- [Excerpted records]:

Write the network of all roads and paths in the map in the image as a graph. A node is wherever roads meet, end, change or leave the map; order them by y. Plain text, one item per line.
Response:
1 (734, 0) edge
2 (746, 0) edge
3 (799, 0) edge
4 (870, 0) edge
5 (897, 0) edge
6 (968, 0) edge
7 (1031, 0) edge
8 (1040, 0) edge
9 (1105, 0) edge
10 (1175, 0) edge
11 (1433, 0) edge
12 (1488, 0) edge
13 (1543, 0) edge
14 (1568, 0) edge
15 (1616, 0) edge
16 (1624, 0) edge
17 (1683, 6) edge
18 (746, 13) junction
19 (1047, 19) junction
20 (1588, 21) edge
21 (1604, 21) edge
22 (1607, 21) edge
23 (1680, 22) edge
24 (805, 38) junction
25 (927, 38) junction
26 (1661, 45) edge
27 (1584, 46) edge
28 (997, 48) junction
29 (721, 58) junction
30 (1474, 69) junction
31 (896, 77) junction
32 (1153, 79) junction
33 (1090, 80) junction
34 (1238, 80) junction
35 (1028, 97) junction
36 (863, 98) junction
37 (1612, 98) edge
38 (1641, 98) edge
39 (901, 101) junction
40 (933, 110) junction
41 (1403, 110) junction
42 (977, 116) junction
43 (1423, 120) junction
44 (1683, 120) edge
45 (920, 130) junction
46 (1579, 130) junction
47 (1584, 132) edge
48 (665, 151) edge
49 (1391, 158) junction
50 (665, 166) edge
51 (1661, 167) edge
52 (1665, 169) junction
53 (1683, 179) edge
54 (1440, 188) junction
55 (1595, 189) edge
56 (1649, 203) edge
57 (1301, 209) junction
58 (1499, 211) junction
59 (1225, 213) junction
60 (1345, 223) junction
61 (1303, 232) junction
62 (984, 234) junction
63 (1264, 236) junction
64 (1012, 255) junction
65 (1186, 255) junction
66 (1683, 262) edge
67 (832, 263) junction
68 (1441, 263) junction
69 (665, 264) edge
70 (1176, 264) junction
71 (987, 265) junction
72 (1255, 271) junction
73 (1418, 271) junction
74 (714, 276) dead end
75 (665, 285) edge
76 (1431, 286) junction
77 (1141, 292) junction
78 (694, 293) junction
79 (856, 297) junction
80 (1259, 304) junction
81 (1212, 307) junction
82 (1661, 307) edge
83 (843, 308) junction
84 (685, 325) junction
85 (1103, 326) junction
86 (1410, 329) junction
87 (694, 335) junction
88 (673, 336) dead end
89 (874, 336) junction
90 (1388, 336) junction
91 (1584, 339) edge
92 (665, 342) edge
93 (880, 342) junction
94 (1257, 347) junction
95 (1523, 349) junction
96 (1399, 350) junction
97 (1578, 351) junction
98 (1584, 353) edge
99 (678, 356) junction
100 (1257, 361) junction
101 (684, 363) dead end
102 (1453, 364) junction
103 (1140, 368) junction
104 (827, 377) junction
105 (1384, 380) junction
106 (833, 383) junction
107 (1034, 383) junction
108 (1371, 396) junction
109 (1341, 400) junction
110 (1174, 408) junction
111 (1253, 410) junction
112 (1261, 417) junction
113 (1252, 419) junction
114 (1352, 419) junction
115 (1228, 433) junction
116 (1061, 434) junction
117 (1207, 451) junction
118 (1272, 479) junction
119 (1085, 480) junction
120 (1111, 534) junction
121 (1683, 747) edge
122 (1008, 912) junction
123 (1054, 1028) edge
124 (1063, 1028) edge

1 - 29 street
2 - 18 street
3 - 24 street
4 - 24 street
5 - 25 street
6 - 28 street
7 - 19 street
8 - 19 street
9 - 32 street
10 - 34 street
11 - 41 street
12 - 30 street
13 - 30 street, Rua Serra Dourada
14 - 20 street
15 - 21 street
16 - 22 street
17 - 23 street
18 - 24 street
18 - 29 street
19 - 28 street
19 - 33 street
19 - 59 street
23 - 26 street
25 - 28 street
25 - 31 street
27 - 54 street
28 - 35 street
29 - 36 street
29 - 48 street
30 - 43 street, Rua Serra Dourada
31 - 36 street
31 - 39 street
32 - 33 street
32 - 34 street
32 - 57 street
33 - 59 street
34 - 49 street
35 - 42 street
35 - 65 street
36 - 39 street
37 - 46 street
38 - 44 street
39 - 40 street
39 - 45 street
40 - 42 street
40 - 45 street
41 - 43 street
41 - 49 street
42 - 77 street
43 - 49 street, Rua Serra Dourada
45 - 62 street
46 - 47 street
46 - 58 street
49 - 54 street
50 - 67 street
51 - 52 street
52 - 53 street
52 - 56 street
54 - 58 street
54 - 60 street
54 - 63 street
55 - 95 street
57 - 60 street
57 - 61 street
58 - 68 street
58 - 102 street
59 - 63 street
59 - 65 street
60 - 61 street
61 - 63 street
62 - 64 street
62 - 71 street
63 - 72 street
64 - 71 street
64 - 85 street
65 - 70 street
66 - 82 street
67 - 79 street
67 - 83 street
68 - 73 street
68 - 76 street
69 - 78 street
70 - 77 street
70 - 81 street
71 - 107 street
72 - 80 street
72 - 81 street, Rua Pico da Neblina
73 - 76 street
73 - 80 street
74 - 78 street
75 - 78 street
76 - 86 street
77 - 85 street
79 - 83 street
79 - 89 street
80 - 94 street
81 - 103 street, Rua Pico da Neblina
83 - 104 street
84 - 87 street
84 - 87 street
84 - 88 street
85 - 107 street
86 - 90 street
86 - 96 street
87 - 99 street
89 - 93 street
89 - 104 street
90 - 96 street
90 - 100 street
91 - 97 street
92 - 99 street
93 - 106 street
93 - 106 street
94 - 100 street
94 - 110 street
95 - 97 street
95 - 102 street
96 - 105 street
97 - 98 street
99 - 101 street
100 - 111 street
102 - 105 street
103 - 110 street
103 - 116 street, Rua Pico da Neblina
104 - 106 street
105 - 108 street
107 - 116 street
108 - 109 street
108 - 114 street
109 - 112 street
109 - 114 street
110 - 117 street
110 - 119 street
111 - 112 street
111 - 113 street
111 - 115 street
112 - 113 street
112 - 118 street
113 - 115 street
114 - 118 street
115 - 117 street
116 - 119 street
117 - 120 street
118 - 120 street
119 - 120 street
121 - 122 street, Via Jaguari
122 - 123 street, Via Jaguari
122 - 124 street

- [What is expected]:
Send back the whole listing above exactly, please.

- [Your response]:
Write the network of all roads and paths in the map in the image as a graph. A node is wherever roads meet, end, change or leave the map; order them by y. Plain text, one item per line.
Response:
1 (734, 0) edge
2 (746, 0) edge
3 (799, 0) edge
4 (870, 0) edge
5 (897, 0) edge
6 (968, 0) edge
7 (1031, 0) edge
8 (1040, 0) edge
9 (1105, 0) edge
10 (1175, 0) edge
11 (1433, 0) edge
12 (1488, 0) edge
13 (1543, 0) edge
14 (1568, 0) edge
15 (1616, 0) edge
16 (1624, 0) edge
17 (1683, 6) edge
18 (746, 13) junction
19 (1047, 19) junction
20 (1588, 21) edge
21 (1604, 21) edge
22 (1607, 21) edge
23 (1680, 22) edge
24 (805, 38) junction
25 (927, 38) junction
26 (1661, 45) edge
27 (1584, 46) edge
28 (997, 48) junction
29 (721, 58) junction
30 (1474, 69) junction
31 (896, 77) junction
32 (1153, 79) junction
33 (1090, 80) junction
34 (1238, 80) junction
35 (1028, 97) junction
36 (863, 98) junction
37 (1612, 98) edge
38 (1641, 98) edge
39 (901, 101) junction
40 (933, 110) junction
41 (1403, 110) junction
42 (977, 116) junction
43 (1423, 120) junction
44 (1683, 120) edge
45 (920, 130) junction
46 (1579, 130) junction
47 (1584, 132) edge
48 (665, 151) edge
49 (1391, 158) junction
50 (665, 166) edge
51 (1661, 167) edge
52 (1665, 169) junction
53 (1683, 179) edge
54 (1440, 188) junction
55 (1595, 189) edge
56 (1649, 203) edge
57 (1301, 209) junction
58 (1499, 211) junction
59 (1225, 213) junction
60 (1345, 223) junction
61 (1303, 232) junction
62 (984, 234) junction
63 (1264, 236) junction
64 (1012, 255) junction
65 (1186, 255) junction
66 (1683, 262) edge
67 (832, 263) junction
68 (1441, 263) junction
69 (665, 264) edge
70 (1176, 264) junction
71 (987, 265) junction
72 (1255, 271) junction
73 (1418, 271) junction
74 (714, 276) dead end
75 (665, 285) edge
76 (1431, 286) junction
77 (1141, 292) junction
78 (694, 293) junction
79 (856, 297) junction
80 (1259, 304) junction
81 (1212, 307) junction
82 (1661, 307) edge
83 (843, 308) junction
84 (685, 325) junction
85 (1103, 326) junction
86 (1410, 329) junction
87 (694, 335) junction
88 (673, 336) dead end
89 (874, 336) junction
90 (1388, 336) junction
91 (1584, 339) edge
92 (665, 342) edge
93 (880, 342) junction
94 (1257, 347) junction
95 (1523, 349) junction
96 (1399, 350) junction
97 (1578, 351) junction
98 (1584, 353) edge
99 (678, 356) junction
100 (1257, 361) junction
101 (684, 363) dead end
102 (1453, 364) junction
103 (1140, 368) junction
104 (827, 377) junction
105 (1384, 380) junction
106 (833, 383) junction
107 (1034, 383) junction
108 (1371, 396) junction
109 (1341, 400) junction
110 (1174, 408) junction
111 (1253, 410) junction
112 (1261, 417) junction
113 (1252, 419) junction
114 (1352, 419) junction
115 (1228, 433) junction
116 (1061, 434) junction
117 (1207, 451) junction
118 (1272, 479) junction
119 (1085, 480) junction
120 (1111, 534) junction
121 (1683, 747) edge
122 (1008, 912) junction
123 (1054, 1028) edge
124 (1063, 1028) edge

1 - 29 street
2 - 18 street
3 - 24 street
4 - 24 street
5 - 25 street
6 - 28 street
7 - 19 street
8 - 19 street
9 - 32 street
10 - 34 street
11 - 41 street
12 - 30 street
13 - 30 street, Rua Serra Dourada
14 - 20 street
15 - 21 street
16 - 22 street
17 - 23 street
18 - 24 street
18 - 29 street
19 - 28 street
19 - 33 street
19 - 59 street
23 - 26 street
25 - 28 street
25 - 31 street
27 - 54 street
28 - 35 street
29 - 36 street
29 - 48 street
30 - 43 street, Rua Serra Dourada
31 - 36 street
31 - 39 street
32 - 33 street
32 - 34 street
32 - 57 street
33 - 59 street
34 - 49 street
35 - 42 street
35 - 65 street
36 - 39 street
37 - 46 street
38 - 44 street
39 - 40 street
39 - 45 street
40 - 42 street
40 - 45 street
41 - 43 street
41 - 49 street
42 - 77 street
43 - 49 street, Rua Serra Dourada
45 - 62 street
46 - 47 street
46 - 58 street
49 - 54 street
50 - 67 street
51 - 52 street
52 - 53 street
52 - 56 street
54 - 58 street
54 - 60 street
54 - 63 street
55 - 95 street
57 - 60 street
57 - 61 street
58 - 68 street
58 - 102 street
59 - 63 street
59 - 65 street
60 - 61 street
61 - 63 street
62 - 64 street
62 - 71 street
63 - 72 street
64 - 71 street
64 - 85 street
65 - 70 street
66 - 82 street
67 - 79 street
67 - 83 street
68 - 73 street
68 - 76 street
69 - 78 street
70 - 77 street
70 - 81 street
71 - 107 street
72 - 80 street
72 - 81 street, Rua Pico da Neblina
73 - 76 street
73 - 80 street
74 - 78 street
75 - 78 street
76 - 86 street
77 - 85 street
79 - 83 street
79 - 89 street
80 - 94 street
81 - 103 street, Rua Pico da Neblina
83 - 104 street
84 - 87 street
84 - 87 street
84 - 88 street
85 - 107 street
86 - 90 street
86 - 96 street
87 - 99 street
89 - 93 street
89 - 104 street
90 - 96 street
90 - 100 street
91 - 97 street
92 - 99 street
93 - 106 street
93 - 106 street
94 - 100 street
94 - 110 street
95 - 97 street
95 - 102 street
96 - 105 street
97 - 98 street
99 - 101 street
100 - 111 street
102 - 105 street
103 - 110 street
103 - 116 street, Rua Pico da Neblina
104 - 106 street
105 - 108 street
107 - 116 street
108 - 109 street
108 - 114 street
109 - 112 street
109 - 114 street
110 - 117 street
110 - 119 street
111 - 112 street
111 - 113 street
111 - 115 street
112 - 113 street
112 - 118 street
113 - 115 street
114 - 118 street
115 - 117 street
116 - 119 street
117 - 120 street
118 - 120 street
119 - 120 street
121 - 122 street, Via Jaguari
122 - 123 street, Via Jaguari
122 - 124 street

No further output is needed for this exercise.